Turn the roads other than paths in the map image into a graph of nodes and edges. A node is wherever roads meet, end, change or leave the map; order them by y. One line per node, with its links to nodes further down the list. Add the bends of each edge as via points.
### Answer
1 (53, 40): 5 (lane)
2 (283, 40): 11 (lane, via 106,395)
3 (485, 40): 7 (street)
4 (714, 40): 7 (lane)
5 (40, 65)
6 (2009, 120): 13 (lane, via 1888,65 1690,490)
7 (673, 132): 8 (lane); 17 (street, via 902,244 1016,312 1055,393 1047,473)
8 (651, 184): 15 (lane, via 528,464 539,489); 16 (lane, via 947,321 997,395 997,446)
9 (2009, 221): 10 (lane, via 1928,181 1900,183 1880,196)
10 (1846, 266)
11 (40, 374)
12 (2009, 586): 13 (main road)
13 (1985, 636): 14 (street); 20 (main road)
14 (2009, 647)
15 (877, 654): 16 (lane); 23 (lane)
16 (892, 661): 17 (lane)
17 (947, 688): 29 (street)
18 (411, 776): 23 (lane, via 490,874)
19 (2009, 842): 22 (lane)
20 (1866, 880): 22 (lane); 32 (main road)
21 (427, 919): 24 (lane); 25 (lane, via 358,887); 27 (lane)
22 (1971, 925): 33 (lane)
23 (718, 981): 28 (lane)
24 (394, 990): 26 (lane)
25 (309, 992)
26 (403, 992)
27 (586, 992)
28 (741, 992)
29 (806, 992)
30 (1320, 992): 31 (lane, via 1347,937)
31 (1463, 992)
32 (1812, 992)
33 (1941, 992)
▬▬▬
> _WORK ITEM_
All of the material is to be duplicated exactly.

> _TASK OUTPUT_
Turn the roads other than paths in the map image into a graph of nodes and edges. A node is wherever roads meet, end, change or leave the map; order them by y. One line per node, with its links to nodes further down the list. Add the bends of each edge as via points.
### Answer
1 (53, 40): 5 (lane)
2 (283, 40): 11 (lane, via 106,395)
3 (485, 40): 7 (street)
4 (714, 40): 7 (lane)
5 (40, 65)
6 (2009, 120): 13 (lane, via 1888,65 1690,490)
7 (673, 132): 8 (lane); 17 (street, via 902,244 1016,312 1055,393 1047,473)
8 (651, 184): 15 (lane, via 528,464 539,489); 16 (lane, via 947,321 997,395 997,446)
9 (2009, 221): 10 (lane, via 1928,181 1900,183 1880,196)
10 (1846, 266)
11 (40, 374)
12 (2009, 586): 13 (main road)
13 (1985, 636): 14 (street); 20 (main road)
14 (2009, 647)
15 (877, 654): 16 (lane); 23 (lane)
16 (892, 661): 17 (lane)
17 (947, 688): 29 (street)
18 (411, 776): 23 (lane, via 490,874)
19 (2009, 842): 22 (lane)
20 (1866, 880): 22 (lane); 32 (main road)
21 (427, 919): 24 (lane); 25 (lane, via 358,887); 27 (lane)
22 (1971, 925): 33 (lane)
23 (718, 981): 28 (lane)
24 (394, 990): 26 (lane)
25 (309, 992)
26 (403, 992)
27 (586, 992)
28 (741, 992)
29 (806, 992)
30 (1320, 992): 31 (lane, via 1347,937)
31 (1463, 992)
32 (1812, 992)
33 (1941, 992)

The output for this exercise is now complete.